Во-первых, поведение принципиального скептика, который в лице Макса Вебера[57] обрел, пожалуй, самого авторитетного представителя. Речь идет о человеке, трезво оценивающем серьезность ситуации и в то же время убежденном, что ему и ему подобным вырваться из нее не дано. Его интеллектуальная совесть восстает при виде россыпи предлагаемых путей, якобы сулящих избавление, путей, по его разумению, лишь окольных и неприемлемых, уводящих вспять, в сферу умышленного ограничения. Следуя внутреннему голосу истины, он решительно отворачивается от абсолюта, его неспособность верить перерождается в нежелание, непримиримость к шарлатанам от веры – та самая, в которой дает о себе знать, возможно, уже забытая, некогда заглушенная тоска, – толкает его на борьбу за «разволшебствление мира», и завершает он свое существование среди безотрадной бесконечности пустого пространства. Но это одинокое существование никоим образом уже не наивно – напротив, оно порождено беспримерным героизмом и потому в своем, им же самим избранном, злополучии куда ближе к спасению, нежели окруженная со всех сторон заботой жизнь прилежного праведника. Умы такого типа служат скепсису, превзойти который уже очень трудно, и истощаются, демонстрируя самые разные условности и отношения; им никогда не удается провидчески приблизиться к смыслу и выйти из области непредвзятого созерцания, разве что по случайности. Тем не менее приобретенный ими в сфере гуманитарных наук и антропологии опыт, каковой полагает себя чистым опытом, возможно, именно поэтому в некоторых отношениях и сомнителен, даже поверхностен; он целиком базируется на отказе, и, быть может, как раз эта пронзительная нотка отречения и дарует ему значительность и величие глубины.

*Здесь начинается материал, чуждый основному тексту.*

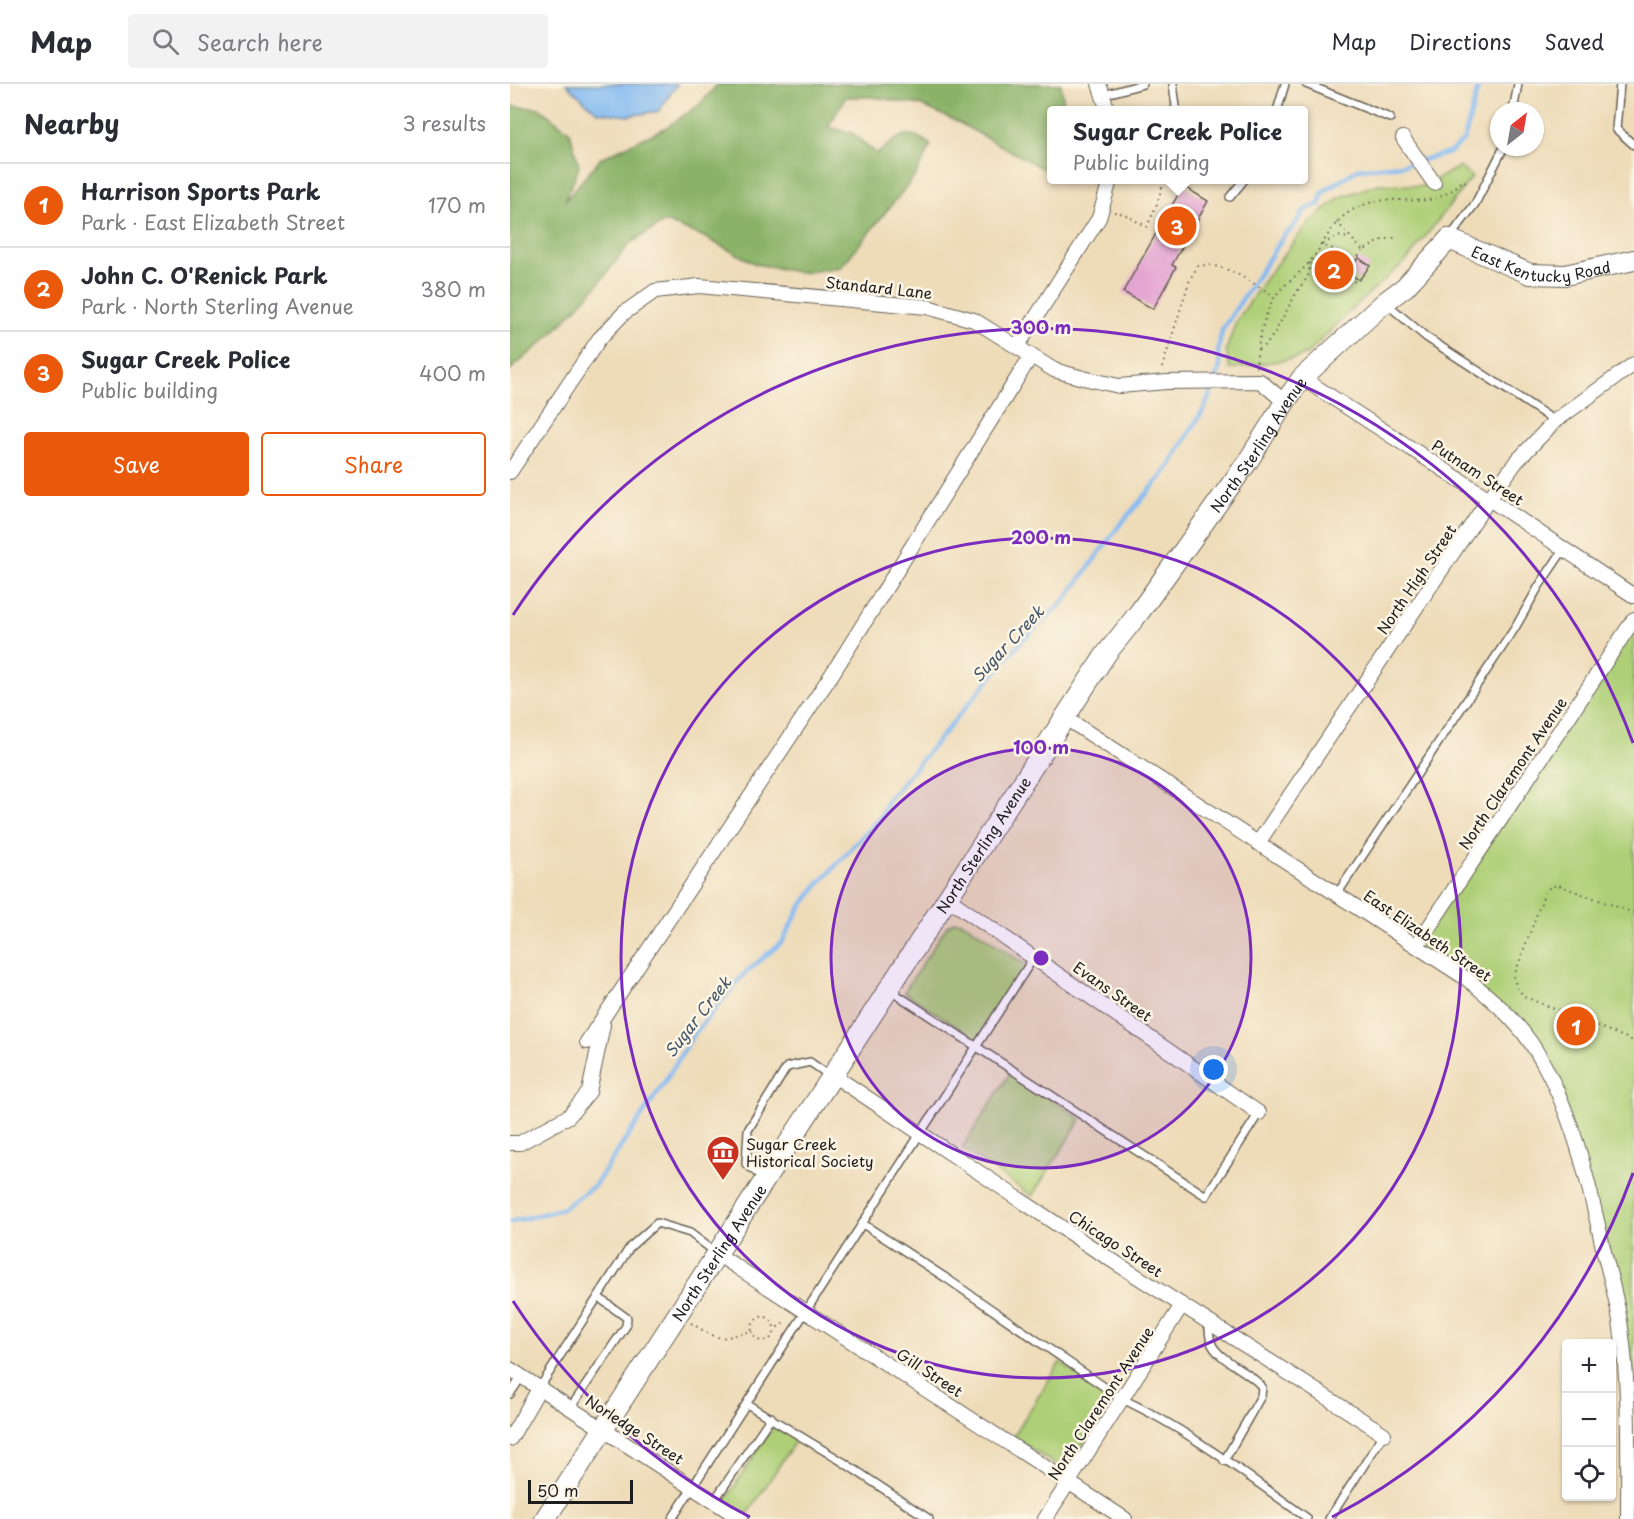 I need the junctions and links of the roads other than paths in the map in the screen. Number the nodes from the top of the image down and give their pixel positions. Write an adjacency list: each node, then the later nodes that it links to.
1 (1143, 84): 7 (lane)
2 (1173, 84): 10 (lane)
3 (1285, 84): 11 (lane)
4 (1306, 84): 12 (lane)
5 (1518, 84): 8 (lane)
6 (1620, 84): 14 (lane)
7 (1101, 90): 9 (street)
8 (1515, 102)
9 (1106, 106)
10 (1176, 106)
11 (1278, 106)
12 (1390, 118)
13 (1404, 140): 16 (street)
14 (1634, 145)
15 (1499, 156): 20 (lane, North Sterling Avenue)
16 (1434, 183)
17 (1109, 184): 23 (street)
18 (1241, 184): 19 (lane)
19 (1230, 197)
20 (1449, 239): 21 (main road, East Kentucky Road); 22 (main road, North Sterling Avenue)
21 (1634, 260)
22 (1385, 302): 26 (main road, North Sterling Avenue); 28 (lane)
23 (1017, 347): 24 (street, Standard Lane); 29 (street, Standard Lane)
24 (1031, 356): 27 (street, Standard Lane); 41 (street)
25 (1634, 364): 28 (street, North High Street)
26 (1302, 378): 27 (main road, North Sterling Avenue); 30 (street, Putnam Street)
27 (1285, 402): 34 (main road, North Sterling Avenue)
28 (1555, 421): 30 (street, North High Street)
29 (510, 472)
30 (1489, 499): 31 (street, Putnam Street); 35 (street, North High Street)
31 (1564, 549): 32 (street, Putnam Street); 36 (lane)
32 (1634, 596)
33 (1634, 619): 38 (street, North Claremont Avenue)
34 (1064, 717): 35 (street, East Elizabeth Street); 37 (main road, North Sterling Avenue)
35 (1258, 843): 36 (street, East Elizabeth Street)
36 (1337, 894): 38 (street, East Elizabeth Street)
37 (947, 898): 39 (street, Evans Street); 40 (main road, North Sterling Avenue)
38 (1416, 945): 59 (street, East Elizabeth Street)
39 (1034, 957): 43 (lane); 45 (street, Evans Street)
40 (889, 990): 43 (lane); 44 (main road, North Sterling Avenue)
41 (604, 1017): 42 (street); 47 (street)
42 (587, 1042)
43 (977, 1047): 45 (lane); 46 (lane)
44 (832, 1076): 46 (street, Chicago Street); 48 (main road, North Sterling Avenue); 48 (lane)
45 (1259, 1113)
46 (921, 1134): 49 (lane); 52 (street, Chicago Street)
47 (510, 1143)
48 (765, 1180): 50 (main road, North Sterling Avenue)
49 (863, 1224): 53 (lane); 58 (lane)
50 (717, 1254): 51 (lane); 53 (street, Gill Street); 63 (main road, North Sterling Avenue)
51 (598, 1297): 56 (lane); 61 (lane)
52 (1182, 1305): 54 (street, Chicago Street); 58 (street, North Claremont Avenue)
53 (807, 1312): 60 (lane); 67 (street, Gill Street)
54 (1209, 1323): 64 (street, Chicago Street); 66 (lane)
55 (516, 1372): 56 (street, Norledge Street); 57 (lane)
56 (540, 1388): 61 (street, Norledge Street); 65 (street)
57 (510, 1394)
58 (1122, 1399): 66 (lane); 67 (street, North Claremont Avenue)
59 (1630, 1400): 78 (street, East Elizabeth Street)
60 (747, 1404): 62 (lane); 68 (lane)
61 (571, 1407): 63 (street, Norledge Street)
62 (771, 1417): 69 (lane); 74 (lane)
63 (604, 1428): 68 (street, Norledge Street); 71 (main road, North Sterling Avenue)
64 (1384, 1434): 77 (lane)
65 (510, 1438)
66 (1224, 1461): 70 (lane)
67 (1069, 1482): 75 (street, North Claremont Avenue); 76 (street, Gill Street)
68 (693, 1487): 69 (street, Norledge Street); 72 (lane)
69 (714, 1501): 73 (street, Norledge Street)
70 (1307, 1518)
71 (545, 1519)
72 (672, 1519)
73 (741, 1519)
74 (929, 1519)
75 (1045, 1519)
76 (1125, 1519)
77 (1329, 1519)
78 (1628, 1519) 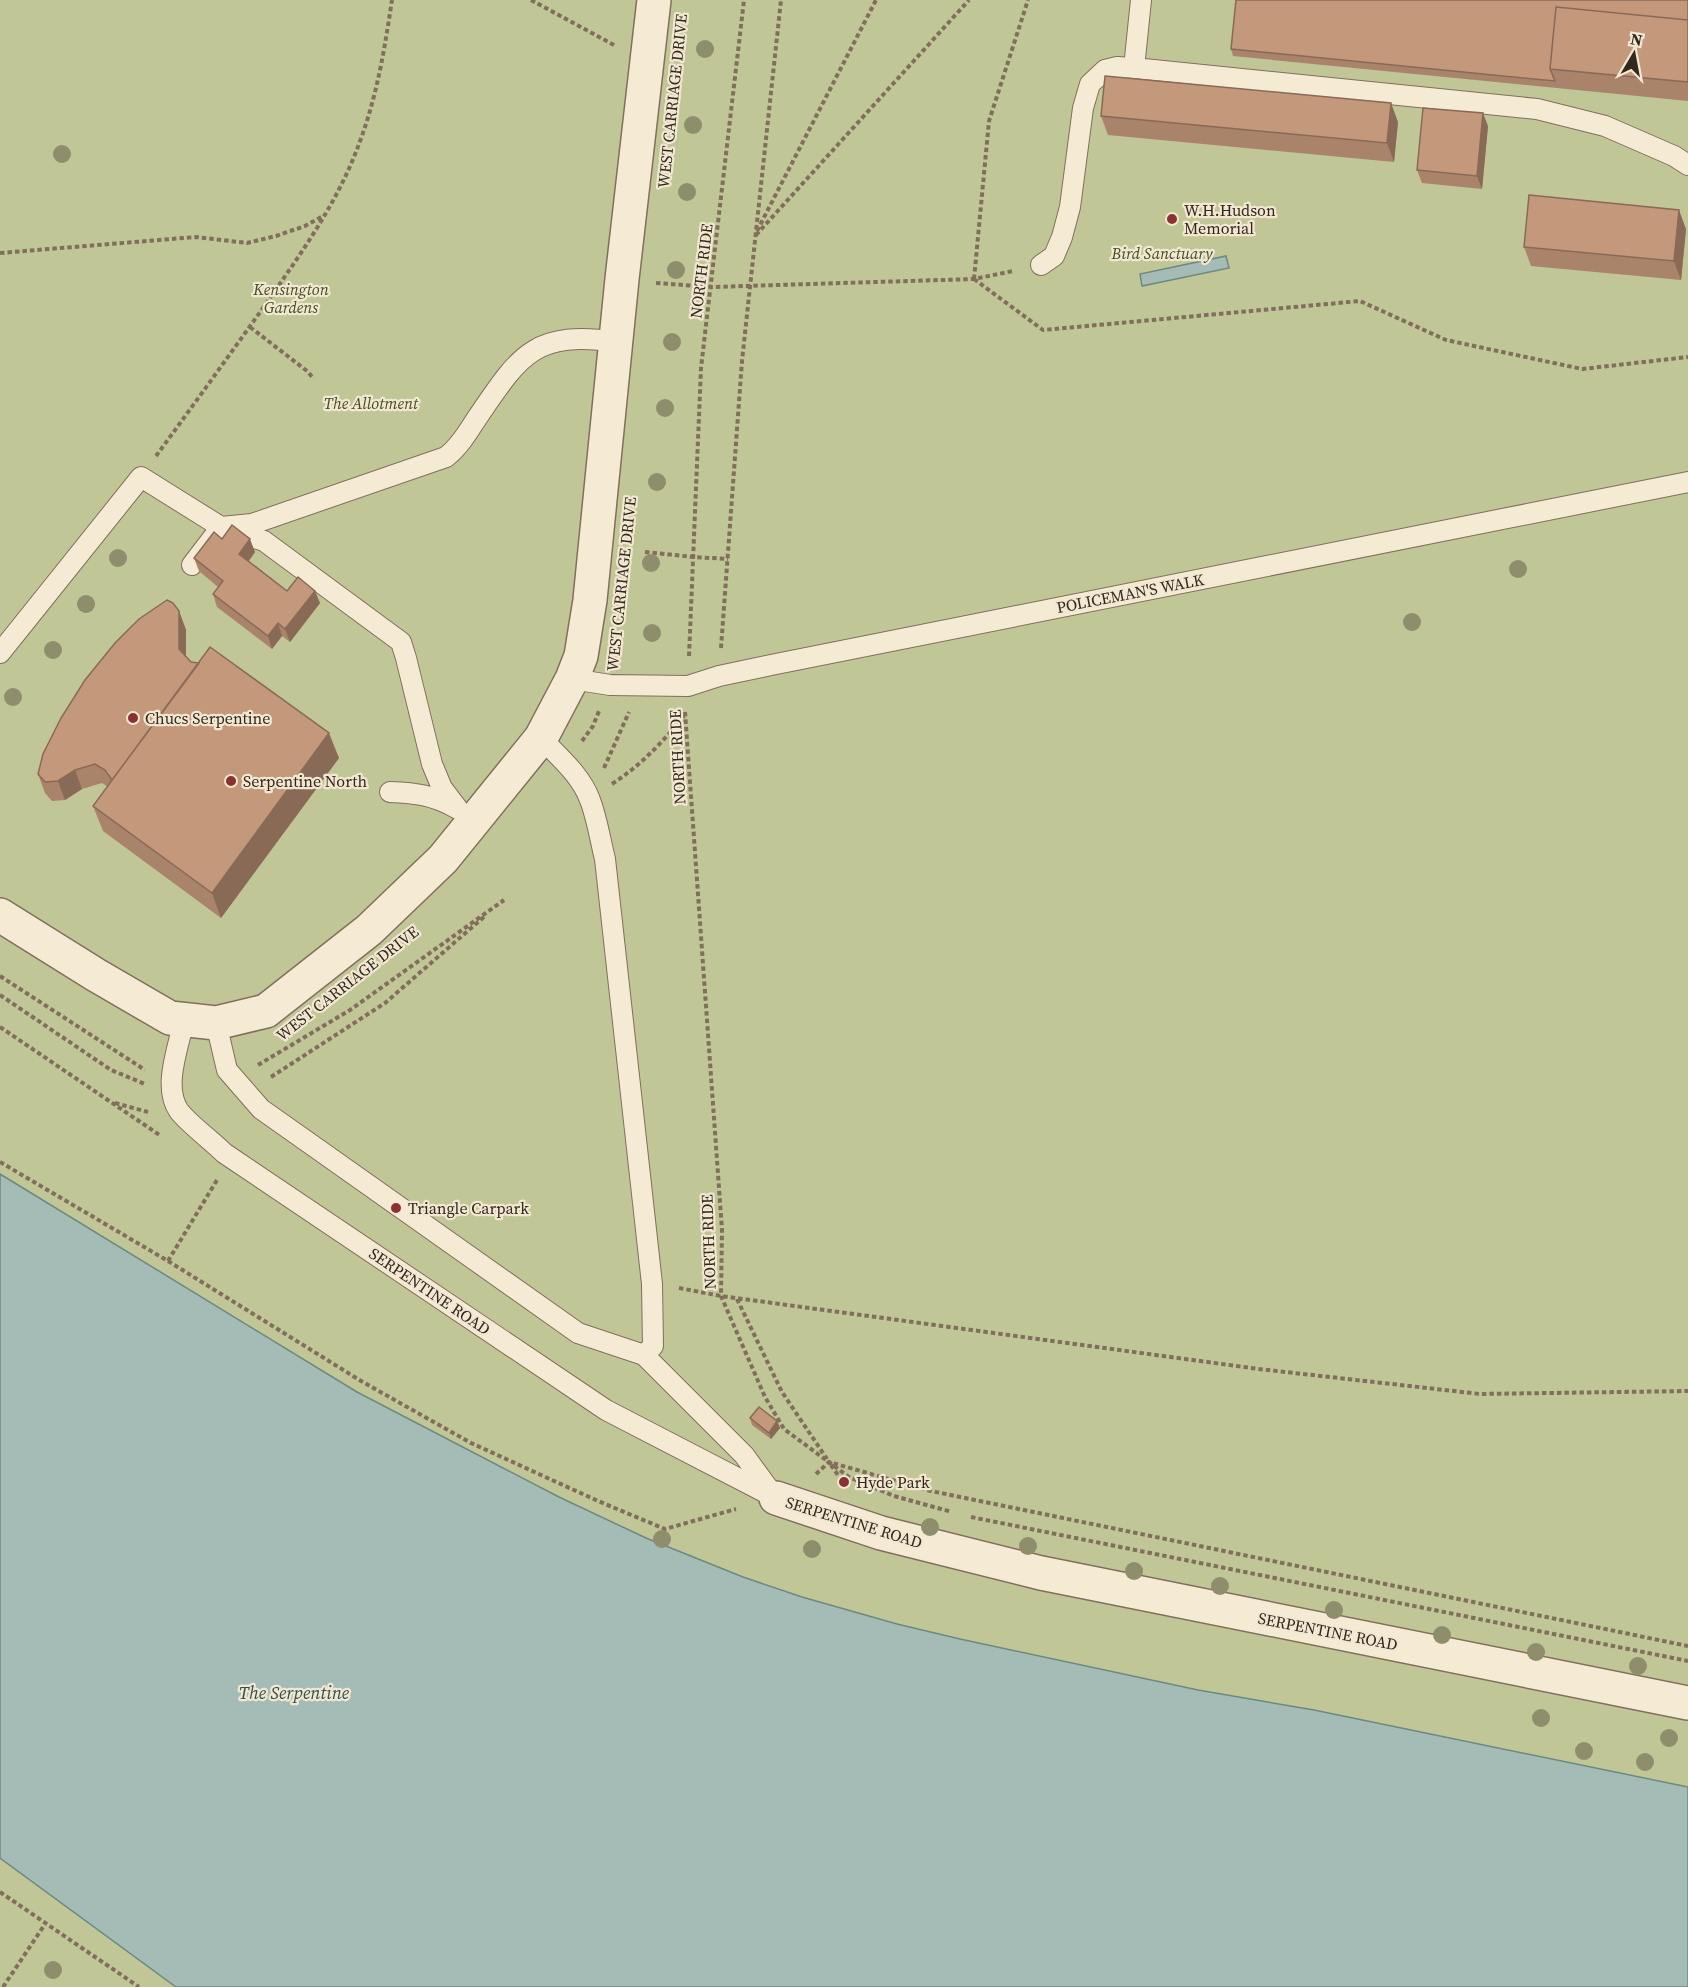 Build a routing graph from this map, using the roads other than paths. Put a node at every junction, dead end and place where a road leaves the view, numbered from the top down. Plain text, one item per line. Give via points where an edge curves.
1 (654, 0) edge
2 (1141, 0) edge
3 (1134, 68) junction
4 (1688, 165) edge
5 (1041, 265) road end
6 (617, 342) junction
7 (1688, 482) edge
8 (221, 527) junction
9 (192, 565) edge
10 (0, 653) edge
11 (572, 679) junction
12 (541, 738) junction
13 (390, 792) dead end
14 (466, 815) junction
15 (0, 915) edge
16 (200, 1022) junction
17 (644, 1355) junction
18 (776, 1498) junction
19 (1688, 1703) edge

1 - 6 street, WEST CARRIAGE DRIVE
2 - 3 lane
3 - 4 lane via 1537,109 1605,126
3 - 5 lane via 1105,70 1090,84 1062,237 1054,256
6 - 8 lane via 583,337 548,343 533,350 506,375 446,458 252,524
6 - 11 street, WEST CARRIAGE DRIVE via 590,600
7 - 11 lane, POLICEMAN'S WALK via 719,676 688,687 610,685
8 - 9 lane
8 - 10 lane via 141,477
8 - 14 lane via 264,541 401,642 432,764 442,788
11 - 12 street, WEST CARRIAGE DRIVE
12 - 14 street, WEST CARRIAGE DRIVE
12 - 17 lane via 581,782 590,799 605,859 652,1284 653,1346
13 - 14 lane via 438,798
14 - 16 street, WEST CARRIAGE DRIVE via 443,859 369,930 266,1011
15 - 16 street via 152,1009 170,1018
16 - 17 lane via 226,1070 261,1109 578,1333
16 - 18 lane, SERPENTINE ROAD via 170,1082 172,1095 179,1111 224,1153 606,1410
17 - 18 lane via 744,1455
18 - 19 street, SERPENTINE ROAD via 881,1533 1041,1574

Вторую модель поведения – она встречается гораздо чаще, особенно (и это закономерно) в наши дни – являет нам человек аффективный. К какому бы лагерю ни принадлежали люди такого склада – а с ними непременно сталкиваешься там, где в вопросах веры брезжит решение, – объединяет их одно: они буквально дают деру из мира, желая поскорее схорониться в какой-нибудь спасительной оболочке, подальше от безысходности. При поверхностном рассмотрении они не только очень походят на ревностных верующих, но и действуют в соответствии с их кодексом, отчасти даже из самых искренних побуждений, а потому изобличить психологическую и сущностную подоплеку их поступков достаточно сложно. Заметим, что речь идет не о проверке верообращения в каждом индивидуальном случае – да и у кого хватило бы дерзости исследовать душевные глубины незнакомого человека, когда и свою-то душу едва ли возможно понять? – но о демонстрации типичного изменения, сигнализирующего (если дело ограничивается только им) вовсе не о том переломном изменении, что призвано стать определяющим.